Тихим летним вечером прощались они; он тогда сказал ей:
— Буду. Ты это узнаешь. Теперь я — князь!
— Вот, по-княжески и не суди строго: человек добр, только жизнь ожесточает его. Будь к своему народу справедлив и ласков, как был Ярослав Мудрый. Его любили люди, за ним шли все!
— Буду. Ты услышишь и это.
— Будь здрав и силен! — Она перекрестила его. — Я стану ждать тебя и твоих вестей.
— Я прискачу сам.
— Когда слава твоя засверкает, батюшка не станет перечить.
— Я добьюсь доброй славы!
— Ладно было бы! Но если беда страшная придет. Гордо держись! Ты — князь! Я буду молиться за твое спасение...
Светлый это был час, и он запомнился на всю жизнь. Ее слова вошли в душу навечно. И он шлет ей сейчас послания.

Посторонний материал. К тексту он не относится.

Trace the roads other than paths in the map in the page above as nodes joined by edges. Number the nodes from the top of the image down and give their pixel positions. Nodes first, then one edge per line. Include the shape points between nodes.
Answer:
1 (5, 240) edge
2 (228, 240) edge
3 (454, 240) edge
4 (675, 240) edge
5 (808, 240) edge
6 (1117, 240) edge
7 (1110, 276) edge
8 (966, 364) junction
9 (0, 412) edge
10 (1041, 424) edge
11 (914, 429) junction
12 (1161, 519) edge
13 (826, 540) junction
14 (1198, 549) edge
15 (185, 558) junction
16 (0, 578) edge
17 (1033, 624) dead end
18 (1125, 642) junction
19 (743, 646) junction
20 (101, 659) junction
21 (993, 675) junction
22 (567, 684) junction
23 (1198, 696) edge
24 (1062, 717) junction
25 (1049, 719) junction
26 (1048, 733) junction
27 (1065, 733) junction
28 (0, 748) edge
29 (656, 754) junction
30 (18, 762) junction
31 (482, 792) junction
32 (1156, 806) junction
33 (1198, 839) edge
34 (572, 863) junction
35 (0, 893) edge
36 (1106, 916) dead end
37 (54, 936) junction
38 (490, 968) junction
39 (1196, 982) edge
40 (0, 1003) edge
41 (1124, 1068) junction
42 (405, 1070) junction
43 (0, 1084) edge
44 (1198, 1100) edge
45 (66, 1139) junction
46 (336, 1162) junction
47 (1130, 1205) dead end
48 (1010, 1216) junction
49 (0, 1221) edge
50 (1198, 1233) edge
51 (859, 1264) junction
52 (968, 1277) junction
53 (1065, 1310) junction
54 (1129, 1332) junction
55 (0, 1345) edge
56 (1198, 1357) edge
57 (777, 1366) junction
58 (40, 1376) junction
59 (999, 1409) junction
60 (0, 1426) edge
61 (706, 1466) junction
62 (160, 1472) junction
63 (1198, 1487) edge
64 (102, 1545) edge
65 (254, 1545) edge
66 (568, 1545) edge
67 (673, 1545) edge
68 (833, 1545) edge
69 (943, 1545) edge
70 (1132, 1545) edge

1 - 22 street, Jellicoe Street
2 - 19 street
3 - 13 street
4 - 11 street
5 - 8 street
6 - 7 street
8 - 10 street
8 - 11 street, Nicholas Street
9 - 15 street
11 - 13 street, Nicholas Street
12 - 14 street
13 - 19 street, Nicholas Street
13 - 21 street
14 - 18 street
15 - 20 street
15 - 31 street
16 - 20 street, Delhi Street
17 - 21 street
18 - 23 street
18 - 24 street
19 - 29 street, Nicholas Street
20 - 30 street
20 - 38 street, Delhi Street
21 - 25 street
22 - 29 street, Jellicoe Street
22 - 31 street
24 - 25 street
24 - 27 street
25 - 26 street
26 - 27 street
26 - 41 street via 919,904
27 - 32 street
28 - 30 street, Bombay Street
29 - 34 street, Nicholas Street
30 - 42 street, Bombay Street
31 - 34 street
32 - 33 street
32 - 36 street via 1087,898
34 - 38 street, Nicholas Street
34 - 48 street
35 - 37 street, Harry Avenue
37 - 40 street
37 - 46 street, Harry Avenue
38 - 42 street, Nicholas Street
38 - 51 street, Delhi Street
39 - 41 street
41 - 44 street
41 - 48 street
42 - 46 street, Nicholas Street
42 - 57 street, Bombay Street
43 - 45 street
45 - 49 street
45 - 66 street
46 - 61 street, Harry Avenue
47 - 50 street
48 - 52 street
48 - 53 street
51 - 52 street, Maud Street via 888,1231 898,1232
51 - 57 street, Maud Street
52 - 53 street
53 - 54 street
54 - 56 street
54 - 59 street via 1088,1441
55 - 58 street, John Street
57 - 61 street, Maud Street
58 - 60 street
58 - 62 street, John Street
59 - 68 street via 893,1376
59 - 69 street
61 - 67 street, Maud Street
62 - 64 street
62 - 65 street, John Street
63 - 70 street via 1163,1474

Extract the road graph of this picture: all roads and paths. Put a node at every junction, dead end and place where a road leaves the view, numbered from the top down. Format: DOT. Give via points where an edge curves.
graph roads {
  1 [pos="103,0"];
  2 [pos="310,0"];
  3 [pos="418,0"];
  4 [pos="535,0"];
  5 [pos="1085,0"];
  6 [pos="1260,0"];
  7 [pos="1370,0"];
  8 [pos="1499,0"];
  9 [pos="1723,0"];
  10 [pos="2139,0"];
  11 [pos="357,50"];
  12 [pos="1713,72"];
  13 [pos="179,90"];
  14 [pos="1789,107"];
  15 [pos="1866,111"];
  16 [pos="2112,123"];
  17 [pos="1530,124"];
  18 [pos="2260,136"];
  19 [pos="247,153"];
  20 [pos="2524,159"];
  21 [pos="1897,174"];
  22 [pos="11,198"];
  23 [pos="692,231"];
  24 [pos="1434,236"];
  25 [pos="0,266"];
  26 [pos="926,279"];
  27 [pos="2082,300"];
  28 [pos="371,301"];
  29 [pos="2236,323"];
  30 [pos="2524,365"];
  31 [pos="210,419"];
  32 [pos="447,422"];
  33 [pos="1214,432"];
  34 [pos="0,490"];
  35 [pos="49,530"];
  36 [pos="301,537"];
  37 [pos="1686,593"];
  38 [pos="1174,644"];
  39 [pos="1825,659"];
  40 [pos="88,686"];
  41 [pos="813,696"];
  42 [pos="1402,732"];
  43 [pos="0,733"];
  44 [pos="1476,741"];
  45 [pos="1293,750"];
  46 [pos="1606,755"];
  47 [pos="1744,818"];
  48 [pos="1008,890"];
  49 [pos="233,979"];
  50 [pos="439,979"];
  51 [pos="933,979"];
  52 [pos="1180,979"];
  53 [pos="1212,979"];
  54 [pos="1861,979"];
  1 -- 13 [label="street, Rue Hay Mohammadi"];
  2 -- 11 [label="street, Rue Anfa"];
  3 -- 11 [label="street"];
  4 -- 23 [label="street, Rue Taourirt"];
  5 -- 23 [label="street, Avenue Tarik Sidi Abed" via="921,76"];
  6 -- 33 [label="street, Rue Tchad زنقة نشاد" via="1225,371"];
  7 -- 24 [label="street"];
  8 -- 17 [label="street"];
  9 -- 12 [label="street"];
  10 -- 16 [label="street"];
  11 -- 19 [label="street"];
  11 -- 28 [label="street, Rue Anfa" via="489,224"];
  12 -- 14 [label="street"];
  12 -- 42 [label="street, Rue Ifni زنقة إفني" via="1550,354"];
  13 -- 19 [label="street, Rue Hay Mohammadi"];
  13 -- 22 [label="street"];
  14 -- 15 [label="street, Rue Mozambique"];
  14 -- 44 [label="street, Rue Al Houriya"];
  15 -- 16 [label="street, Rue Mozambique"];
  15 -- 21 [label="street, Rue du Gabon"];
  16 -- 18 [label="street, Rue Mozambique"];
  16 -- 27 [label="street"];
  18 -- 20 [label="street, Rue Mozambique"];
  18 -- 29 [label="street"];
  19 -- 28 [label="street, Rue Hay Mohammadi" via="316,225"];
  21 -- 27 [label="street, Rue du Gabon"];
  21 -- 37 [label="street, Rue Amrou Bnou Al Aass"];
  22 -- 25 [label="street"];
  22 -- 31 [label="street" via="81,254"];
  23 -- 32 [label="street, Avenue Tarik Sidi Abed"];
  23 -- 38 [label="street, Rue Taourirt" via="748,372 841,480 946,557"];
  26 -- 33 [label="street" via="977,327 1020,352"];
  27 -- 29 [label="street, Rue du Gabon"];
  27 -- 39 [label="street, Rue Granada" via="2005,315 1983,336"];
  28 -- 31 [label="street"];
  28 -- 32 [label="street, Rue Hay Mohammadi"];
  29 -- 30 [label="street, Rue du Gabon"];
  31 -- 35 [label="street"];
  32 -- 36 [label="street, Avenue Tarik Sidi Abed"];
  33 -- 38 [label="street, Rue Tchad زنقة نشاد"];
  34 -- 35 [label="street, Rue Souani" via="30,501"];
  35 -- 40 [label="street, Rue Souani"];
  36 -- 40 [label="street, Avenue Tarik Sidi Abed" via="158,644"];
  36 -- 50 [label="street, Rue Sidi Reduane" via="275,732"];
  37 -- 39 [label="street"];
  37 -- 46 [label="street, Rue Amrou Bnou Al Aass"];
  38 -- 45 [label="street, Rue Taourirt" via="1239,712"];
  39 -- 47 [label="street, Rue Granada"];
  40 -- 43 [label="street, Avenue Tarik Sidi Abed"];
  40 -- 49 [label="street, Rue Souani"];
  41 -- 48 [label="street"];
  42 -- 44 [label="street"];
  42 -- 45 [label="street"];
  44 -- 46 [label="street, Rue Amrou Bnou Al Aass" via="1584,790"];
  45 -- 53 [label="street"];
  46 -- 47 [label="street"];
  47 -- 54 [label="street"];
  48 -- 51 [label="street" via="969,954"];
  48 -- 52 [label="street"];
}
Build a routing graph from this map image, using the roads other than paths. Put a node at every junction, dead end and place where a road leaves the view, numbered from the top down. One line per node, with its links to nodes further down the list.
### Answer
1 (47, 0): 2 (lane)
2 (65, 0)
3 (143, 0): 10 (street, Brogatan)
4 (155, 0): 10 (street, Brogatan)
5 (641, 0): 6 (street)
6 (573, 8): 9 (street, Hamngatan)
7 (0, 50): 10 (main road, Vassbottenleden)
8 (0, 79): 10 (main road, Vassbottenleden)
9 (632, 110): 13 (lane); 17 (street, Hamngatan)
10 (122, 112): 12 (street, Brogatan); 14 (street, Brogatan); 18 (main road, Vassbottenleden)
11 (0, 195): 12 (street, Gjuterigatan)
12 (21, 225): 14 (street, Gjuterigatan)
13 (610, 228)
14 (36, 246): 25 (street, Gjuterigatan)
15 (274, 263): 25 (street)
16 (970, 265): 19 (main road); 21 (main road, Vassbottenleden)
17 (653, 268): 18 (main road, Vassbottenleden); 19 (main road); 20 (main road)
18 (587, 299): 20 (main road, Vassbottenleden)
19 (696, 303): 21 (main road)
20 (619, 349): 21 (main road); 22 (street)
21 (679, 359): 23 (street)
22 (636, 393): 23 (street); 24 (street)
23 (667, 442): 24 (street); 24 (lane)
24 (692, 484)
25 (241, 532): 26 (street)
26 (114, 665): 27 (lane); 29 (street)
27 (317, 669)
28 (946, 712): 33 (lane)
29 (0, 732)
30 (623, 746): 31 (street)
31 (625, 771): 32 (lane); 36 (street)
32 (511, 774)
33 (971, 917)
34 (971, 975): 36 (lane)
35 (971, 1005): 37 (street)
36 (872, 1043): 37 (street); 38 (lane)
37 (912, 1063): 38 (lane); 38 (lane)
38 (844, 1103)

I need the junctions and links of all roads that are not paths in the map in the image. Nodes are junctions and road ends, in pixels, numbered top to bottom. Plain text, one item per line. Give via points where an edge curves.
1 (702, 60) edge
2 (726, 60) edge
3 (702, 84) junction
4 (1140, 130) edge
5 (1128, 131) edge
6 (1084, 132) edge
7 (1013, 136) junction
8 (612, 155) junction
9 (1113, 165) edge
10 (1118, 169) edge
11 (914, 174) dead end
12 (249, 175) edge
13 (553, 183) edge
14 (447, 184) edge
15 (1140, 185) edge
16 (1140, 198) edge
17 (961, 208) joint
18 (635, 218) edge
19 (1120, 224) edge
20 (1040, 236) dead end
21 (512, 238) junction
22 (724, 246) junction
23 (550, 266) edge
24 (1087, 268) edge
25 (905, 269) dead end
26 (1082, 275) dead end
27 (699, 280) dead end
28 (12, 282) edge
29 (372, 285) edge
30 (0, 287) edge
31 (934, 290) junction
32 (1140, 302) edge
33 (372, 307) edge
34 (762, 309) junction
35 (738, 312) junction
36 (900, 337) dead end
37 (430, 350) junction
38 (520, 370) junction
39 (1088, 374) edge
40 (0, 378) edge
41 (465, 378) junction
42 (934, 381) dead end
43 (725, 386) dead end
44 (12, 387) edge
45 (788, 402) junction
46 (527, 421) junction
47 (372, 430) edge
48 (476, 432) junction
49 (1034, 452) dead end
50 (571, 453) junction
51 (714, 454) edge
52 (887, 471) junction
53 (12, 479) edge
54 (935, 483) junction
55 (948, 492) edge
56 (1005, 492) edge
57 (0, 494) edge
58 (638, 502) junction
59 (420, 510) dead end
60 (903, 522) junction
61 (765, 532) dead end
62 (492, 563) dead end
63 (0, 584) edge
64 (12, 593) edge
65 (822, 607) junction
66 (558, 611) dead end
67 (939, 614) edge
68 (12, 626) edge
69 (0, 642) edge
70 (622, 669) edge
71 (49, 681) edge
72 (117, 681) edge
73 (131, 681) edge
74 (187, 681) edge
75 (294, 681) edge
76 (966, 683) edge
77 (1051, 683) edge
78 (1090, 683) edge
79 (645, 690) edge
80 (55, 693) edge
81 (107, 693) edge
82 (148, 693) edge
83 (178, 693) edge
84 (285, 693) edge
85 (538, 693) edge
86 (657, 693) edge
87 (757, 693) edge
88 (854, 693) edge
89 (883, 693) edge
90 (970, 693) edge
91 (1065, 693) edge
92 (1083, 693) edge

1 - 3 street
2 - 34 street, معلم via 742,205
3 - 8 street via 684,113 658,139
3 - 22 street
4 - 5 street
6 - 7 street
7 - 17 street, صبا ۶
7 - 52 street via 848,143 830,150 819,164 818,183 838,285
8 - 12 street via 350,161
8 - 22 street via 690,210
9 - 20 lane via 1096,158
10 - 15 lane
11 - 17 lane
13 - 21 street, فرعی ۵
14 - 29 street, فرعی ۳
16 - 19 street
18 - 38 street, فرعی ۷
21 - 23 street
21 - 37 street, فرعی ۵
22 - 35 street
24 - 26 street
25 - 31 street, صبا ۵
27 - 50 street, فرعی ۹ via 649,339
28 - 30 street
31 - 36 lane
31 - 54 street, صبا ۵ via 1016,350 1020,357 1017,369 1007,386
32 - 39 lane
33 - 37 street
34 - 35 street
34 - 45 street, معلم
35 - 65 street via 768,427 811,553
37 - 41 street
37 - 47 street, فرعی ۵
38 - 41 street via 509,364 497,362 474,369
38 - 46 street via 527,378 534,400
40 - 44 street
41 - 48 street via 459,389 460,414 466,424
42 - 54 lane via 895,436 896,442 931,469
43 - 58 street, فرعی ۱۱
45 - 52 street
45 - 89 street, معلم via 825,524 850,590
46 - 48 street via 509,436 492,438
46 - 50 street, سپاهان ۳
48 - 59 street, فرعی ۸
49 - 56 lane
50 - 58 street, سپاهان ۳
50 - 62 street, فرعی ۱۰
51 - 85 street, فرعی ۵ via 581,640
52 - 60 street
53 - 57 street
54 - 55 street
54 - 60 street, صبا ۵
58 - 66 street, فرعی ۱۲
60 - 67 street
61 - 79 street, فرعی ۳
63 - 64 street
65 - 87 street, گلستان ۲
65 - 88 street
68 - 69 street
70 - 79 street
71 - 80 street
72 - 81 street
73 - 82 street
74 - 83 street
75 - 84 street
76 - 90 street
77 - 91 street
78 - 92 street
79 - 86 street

Пронские гонцы каждый месяц скачут в Киев с вестями. И привозят ответ. Но хватит ли у нее сил ждать? Когда еще будут готовы новые свои хоромы? Когда все в Донском княжестве наладится? Не просватает ли ее отец, князь Киевский Рюрик, за королевича заморского? Их много, вертлявых и тонконогих, пестрыми табунами наезжают в Киев на смотрины прекраснейших русских княжон, ходят вальяжно или надутой павлиньей походкой, в смешном — расписных одеяниях, кривят тонкие губы: все им не так, все не по нраву!.. Только ахают и охают завистливо, когда речь заходит о богатствах Руси... Там, на западе, им все уши прожужжали о русских несметных сокровищах. У русских невест — богатейшее приданое.